Dallas, Texas 03/06/2014 (FINANCIALSTRENDS) – General Motors Company (NYSE:GM) in a rare move is recalling around 1.37 million cars that were rolled from 2007 or earlier. The recall is directed due to a potential defective ignition switch existing since 2004 which GM was aware. These defective ignitions lead to 31 crashes and 13 deaths. The company also issued an apology to the customer for the delayed response and assured them the company will focus on building superior cars going forward.
General Motors Company (NYSE:GM) CEO To Monitor The Recall
The new General Motors CEO Mary Barra will be directing the recall. The new CEO re-assured its employees after the recall a through analysis will avoid similar issues in the future.

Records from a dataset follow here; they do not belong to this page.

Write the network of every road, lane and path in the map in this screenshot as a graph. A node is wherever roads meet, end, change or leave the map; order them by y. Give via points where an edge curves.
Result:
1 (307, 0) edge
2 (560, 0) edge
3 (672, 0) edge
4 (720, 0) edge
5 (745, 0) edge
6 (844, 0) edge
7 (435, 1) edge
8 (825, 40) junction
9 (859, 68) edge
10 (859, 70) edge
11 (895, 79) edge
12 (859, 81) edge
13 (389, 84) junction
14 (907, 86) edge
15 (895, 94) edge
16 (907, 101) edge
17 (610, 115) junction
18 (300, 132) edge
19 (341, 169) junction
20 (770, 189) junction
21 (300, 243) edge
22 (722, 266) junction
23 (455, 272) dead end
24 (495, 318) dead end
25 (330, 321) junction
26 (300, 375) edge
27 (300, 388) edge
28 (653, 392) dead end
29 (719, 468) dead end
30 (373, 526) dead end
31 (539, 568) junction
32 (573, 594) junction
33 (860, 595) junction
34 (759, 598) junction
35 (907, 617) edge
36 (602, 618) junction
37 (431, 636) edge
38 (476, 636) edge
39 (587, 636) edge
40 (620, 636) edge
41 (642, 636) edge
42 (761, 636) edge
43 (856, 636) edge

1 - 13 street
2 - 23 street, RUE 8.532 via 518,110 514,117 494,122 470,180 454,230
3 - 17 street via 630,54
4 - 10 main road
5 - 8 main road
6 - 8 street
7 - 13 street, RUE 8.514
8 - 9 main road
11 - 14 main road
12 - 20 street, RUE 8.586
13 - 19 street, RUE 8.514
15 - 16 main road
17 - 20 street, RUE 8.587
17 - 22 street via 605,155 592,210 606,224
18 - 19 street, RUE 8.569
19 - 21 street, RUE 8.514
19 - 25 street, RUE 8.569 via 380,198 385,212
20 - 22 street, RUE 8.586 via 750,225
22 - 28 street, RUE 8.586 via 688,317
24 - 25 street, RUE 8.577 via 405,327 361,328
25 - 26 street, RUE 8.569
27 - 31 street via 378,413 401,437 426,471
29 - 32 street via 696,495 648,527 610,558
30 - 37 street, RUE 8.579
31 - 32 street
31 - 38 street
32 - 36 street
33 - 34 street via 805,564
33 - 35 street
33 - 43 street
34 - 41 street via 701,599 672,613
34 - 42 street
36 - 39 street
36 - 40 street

According to the reports the new CEO will be leading a group of senior executives to plan, monitor the recall and ensure essential alterations are made as required. She also emphasized in a letter to the employees, the company’s reputation will determined by how the problem is addressed and not by the recall itself. GM will be accountable for this issue and ensure customers do not face the problems again.
U.S. Auto Safety Department To Probe Into GM Recall
U.S. government’s auto safety watchdog National Highway Traffic Safety Administration (NHTSA) is investigating GM recall. The agency probe as to why GM delayed to report the problem for a long time, though GM was aware about this issue in 2004 and also the holdup in initiating the recall. As per the US legislation Automakers are supposed to notify NHTS within 5 working days once the safety defect is identified. Under the new legislation which came into effect last year GM could end up paying $35 million. If fined GM will be third Automaker in US paying major penalties. During 2012, Toyota paid penalties and Ford Motors in 2013 for delaying to report safety problems in their vehicles.